Many early reviews have mentioned that your new collection, Stay Awake, is disturbing and depressing. One Amazon review says: “For those wanting to float in a dark world of unsettling edges and places you want to leave quickly, I’d highly recommend this book.” Another Amazon reader asks: “I would just like to know what, if anything, makes Dan Chaon laugh.”
I do not know this word, ‘laugh.’ What is it? The sound of this word has an unsettling edge that I find disturbing and depressing. It makes me want to leave this place quickly.
Why do you think the word “dark” appears so often in the reviews of your new collection?
I think they mean “dank.”
Your stories include a family burnt to death in a mysterious fire, a kid whose parents commit suicide, deadly car accidents, and a murderous mother, among other grim subjects. Two pieces feature dead babies. Do any of your stories look at the lighter side of things?
Ah, but of course there’s a lighter side to dead babies. I once heard a wonderful joke about dead babies when I was a youth attending Sidney Junior High School in Sidney, Nebraska. It goes like this: “How do you unload a pickup truck full of dead babies?”
Stop. That’s in very poor taste. Are you saying that you intended these stories to be funny in some sick way?

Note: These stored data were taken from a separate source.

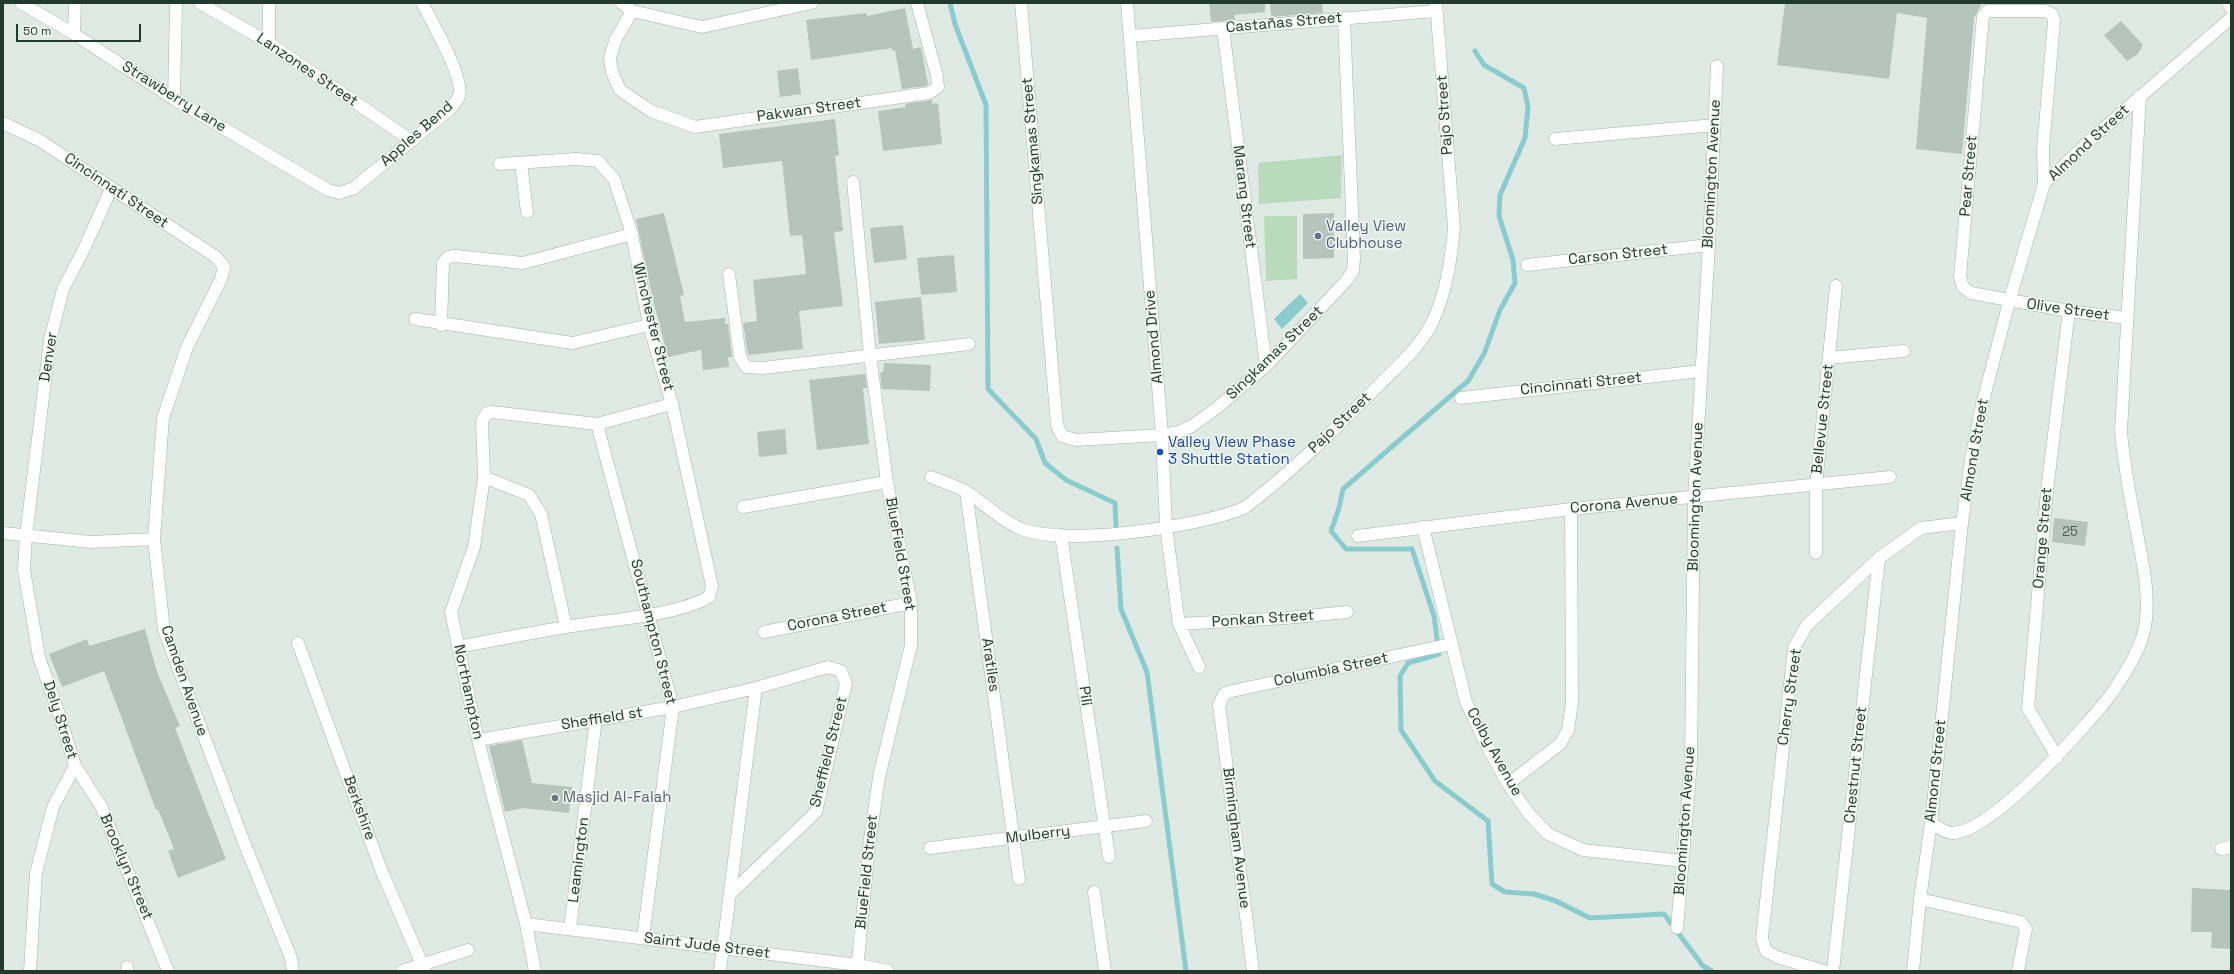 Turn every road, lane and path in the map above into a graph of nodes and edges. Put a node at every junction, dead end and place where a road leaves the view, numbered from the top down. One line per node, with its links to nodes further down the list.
1 (20, 3): 19 (street, Strawberry Lane)
2 (75, 3): 19 (street)
3 (176, 3): 24 (street)
4 (200, 3): 21 (street, Lanzones Street)
5 (269, 3): 21 (street)
6 (422, 3): 28 (street, Apples Bend)
7 (621, 3): 15 (street)
8 (812, 3): 15 (street)
9 (917, 3): 15 (street, Pakwan Street)
10 (1021, 3): 57 (street, Singkamas Street)
11 (1127, 3): 20 (street, Almond Drive)
12 (2228, 3): 14 (street)
13 (1436, 7): 16 (street, Castañas Street); 68 (street, Pajo Street)
14 (2231, 8)
15 (632, 11)
16 (1344, 18): 18 (street, Castañas Street); 52 (street, Singkamas Street)
17 (2231, 18): 23 (street, Almond Street)
18 (1223, 28): 20 (street, Castañas Street); 52 (street, Marang Street)
19 (74, 34): 24 (street, Strawberry Lane)
20 (1131, 36): 57 (street, Almond Drive)
21 (269, 43): 28 (street, Lanzones Street)
22 (1717, 66): 26 (street, Bloomington Avenue)
23 (2140, 96): 32 (street, Almond Street); 44 (street)
24 (174, 99): 34 (street, Strawberry Lane)
25 (3, 123): 33 (street, Cincinnati Street)
26 (1715, 125): 27 (street); 37 (street, Bloomington Avenue)
27 (1555, 139)
28 (412, 141): 34 (street, Apples Bend)
29 (521, 163): 30 (street, Winchester Street); 35 (street); 36 (street, Winchester Street)
30 (500, 164)
31 (853, 182): 50 (street, BlueField Street)
32 (2044, 184): 42 (street, Almond Street); 42 (street, Pear Street)
33 (111, 189): 39 (street, Cincinnati Street); 72 (street, Denver)
34 (328, 190)
35 (527, 212)
36 (632, 234): 46 (street); 47 (street, Winchester Street)
37 (1709, 245): 38 (street, Carson Street); 53 (street, Bloomington Avenue)
38 (1527, 265)
39 (224, 268): 74 (street, Camden Avenue)
40 (729, 274): 50 (street)
41 (1836, 286): 51 (street, Bellevue Street)
42 (2009, 302): 43 (street, Olive Street); 67 (street, Almond Street)
43 (2069, 311): 44 (street, Olive Street); 93 (street, Orange Street)
44 (2126, 318): 93 (street)
45 (414, 319): 46 (street)
46 (442, 324): 47 (street)
47 (649, 325): 55 (street, Winchester Street)
48 (969, 344): 50 (street)
49 (1904, 350): 51 (street)
50 (870, 355): 61 (street, BlueField Street)
51 (1829, 358): 62 (street, Bellevue Street)
52 (1266, 366): 57 (street, Singkamas Street)
53 (1701, 371): 54 (street, Cincinnati Street); 64 (street, Bloomington Avenue)
54 (1461, 398)
55 (672, 404): 56 (street); 79 (street, Winchester Street)
56 (597, 424): 58 (street, Northampton); 79 (street, Southampton Street)
57 (1162, 435): 68 (street, Almond Drive)
58 (484, 477): 81 (street); 85 (street, Northampton)
59 (931, 477): 63 (street, Pajo Street)
60 (1890, 477): 62 (street, Corona Avenue)
61 (887, 482): 65 (street); 77 (street, BlueField Street)
62 (1816, 485): 64 (street, Corona Avenue); 75 (street, Bellevue Street)
63 (966, 491): 71 (street, Pajo Street); 99 (street, Aratiles)
64 (1694, 498): 66 (street, Corona Avenue); 102 (street, Bloomington Avenue)
65 (743, 506)
66 (1571, 509): 69 (street, Corona Avenue); 95 (street)
67 (1962, 523): 76 (street, Cherry Street); 97 (street, Almond Street)
68 (1166, 527): 71 (street, Pajo Street); 80 (street, Almond Drive)
69 (1423, 527): 73 (street, Corona Avenue); 84 (street, Colby Avenue)
70 (3, 533): 72 (street)
71 (1061, 535): 98 (street, Pili)
72 (26, 536): 74 (street); 94 (street, Dely Street)
73 (1358, 536)
74 (154, 539): 117 (street, Camden Avenue)
75 (1816, 553)
76 (1879, 558): 124 (street, Cherry Street); 125 (street, Chestnut Street)
77 (911, 603): 82 (street, Corona Street); 114 (street, BlueField Street)
78 (1347, 612): 80 (street, Ponkan Street)
79 (650, 614): 81 (street); 90 (street, Southampton Street)
80 (1179, 624): 86 (street, Almond Drive)
81 (566, 627): 85 (street)
82 (764, 632)
83 (298, 643): 113 (street, Berkshire)
84 (1451, 644): 89 (street, Columbia Street); 95 (street, Colby Avenue)
85 (458, 647): 92 (street, Northampton)
86 (1199, 667)
87 (842, 671): 88 (street, Sheffield st); 105 (street, Sheffield Street)
88 (756, 688): 90 (street, Sheffield st); 105 (street)
89 (1219, 705): 123 (street, Birmingham Avenue)
90 (674, 707): 91 (street, Sheffield st); 110 (street, Southampton Street)
91 (596, 719): 92 (street, Sheffield st); 109 (street, Leamington)
92 (478, 740): 107 (street, Northampton)
93 (2057, 757): 97 (street)
94 (74, 766): 115 (street, Dely Street); 116 (street, Brooklyn Street)
95 (1508, 784): 102 (street, Colby Avenue)
96 (1146, 821): 98 (street, Mulberry)
97 (1931, 823): 106 (street, Almond Street)
98 (1105, 826): 99 (street, Mulberry); 101 (street, Pili)
99 (1014, 838): 100 (street, Mulberry); 103 (street, Aratiles)
100 (930, 848)
101 (1109, 857)
102 (1683, 861): 108 (street, Bloomington Avenue)
103 (1019, 879)
104 (1094, 892): 122 (street)
105 (730, 894): 111 (street)
106 (1920, 899): 126 (street, Almond Street); 127 (street)
107 (526, 924): 109 (street, Saint Jude Street); 119 (street, Northampton)
108 (1677, 928)
109 (570, 929): 110 (street, Saint Jude Street)
110 (643, 938): 111 (street, Saint Jude Street)
111 (723, 949): 114 (street, Saint Jude Street); 120 (street)
112 (468, 950): 113 (street)
113 (425, 967): 118 (street)
114 (858, 968): 121 (street, Saint Jude Street)
115 (30, 971)
116 (168, 971)
117 (293, 971)
118 (402, 971)
119 (535, 971)
120 (720, 971)
121 (888, 971)
122 (1105, 971)
123 (1253, 971)
124 (1824, 971)
125 (1833, 971)
126 (1913, 971)
127 (2018, 971)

Perhaps we don’t share the same sense of humor. One of the most comical stories in the collection is set in Portland, Oregon. An alcoholic lawyer whose wife has died of cancer wanders into the black Portland night to buy cigarettes. Imagine courting doom and looking for Marlboro Lights while strolling through five miles of dank human hair. In important literary circles simply setting a story in Portland, Oregon makes it hilarious.

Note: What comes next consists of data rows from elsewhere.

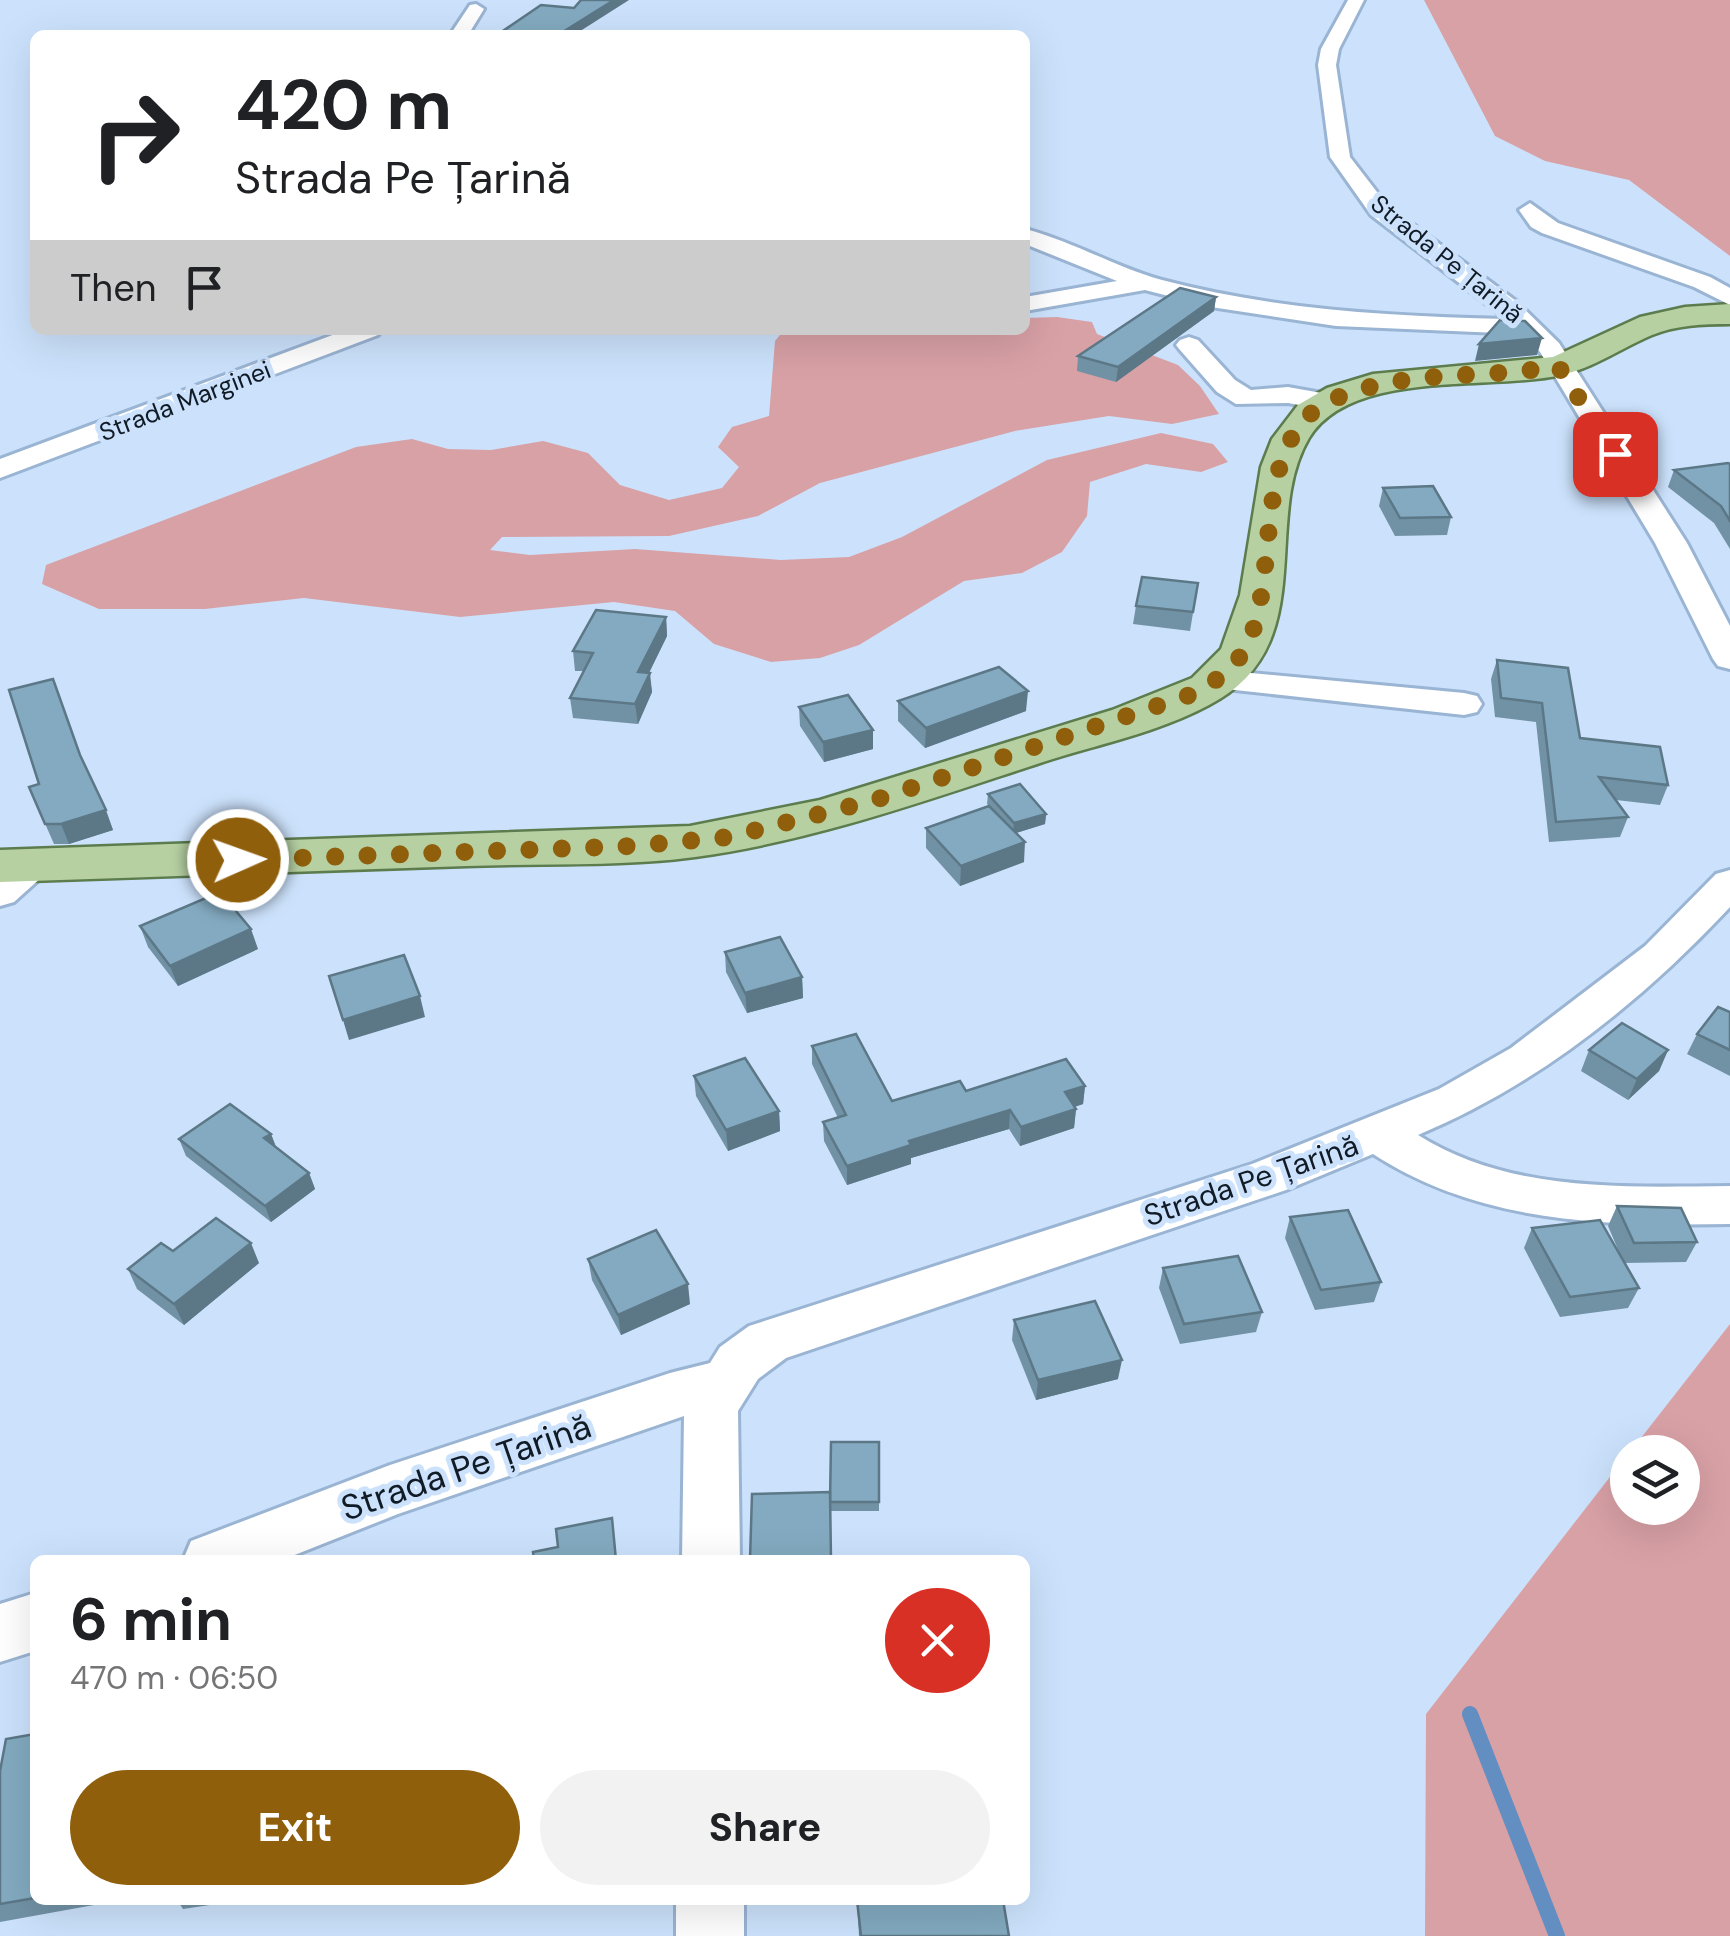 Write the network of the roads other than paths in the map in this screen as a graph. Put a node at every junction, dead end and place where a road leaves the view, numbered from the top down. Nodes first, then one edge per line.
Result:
1 (1356, 0) edge
2 (476, 9) dead end
3 (462, 30) edge
4 (1530, 210) dead end
5 (1030, 238) edge
6 (1142, 284) junction
7 (1730, 298) edge
8 (1030, 303) edge
9 (1730, 314) edge
10 (1532, 328) junction
11 (356, 335) edge
12 (1189, 345) dead end
13 (1558, 366) junction
14 (1328, 402) junction
15 (0, 470) edge
16 (1730, 659) edge
17 (1219, 680) junction
18 (1464, 704) dead end
19 (11, 875) edge
20 (1730, 883) edge
21 (1379, 1134) junction
22 (1730, 1205) edge
23 (723, 1383) junction
24 (225, 1555) edge
25 (710, 1555) edge
26 (30, 1624) edge
27 (0, 1633) edge
28 (710, 1905) edge
29 (710, 1936) edge

1 - 10 street, Strada Pe Țarină
2 - 3 street
4 - 7 street
5 - 6 street
6 - 8 street
6 - 10 street
9 - 13 main road
10 - 13 street, Strada Pe Țarină
11 - 15 street, Strada Marginei
12 - 14 street
13 - 14 main road
13 - 16 street, Strada Pe Țarină
14 - 17 main road
17 - 18 street
17 - 19 main road
20 - 21 street, Strada Pe Țarină
21 - 22 street
21 - 23 street, Strada Pe Țarină
23 - 24 street, Strada Pe Țarină
23 - 25 street
26 - 27 street
28 - 29 street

It sometimes seems as if you’re scornful of the reader’s natural desire for some uplift or hope.
I like to imagine my readers in a dank, windowless cell, filthy, naked, and utterly alone. They have not eaten in days, but suddenly they hear the hollow footsteps of a guard approaching. A plate is rudely shoved through a tiny opening at the bottom of their prison door. And on that plate is an autographed first edition of Stay Awake, with an affectionate, personalized note from me.
Okay then. Did you have anything else you wanted to mention?
You didn’t let me finish my joke. The answer is: “With a pitchfork.”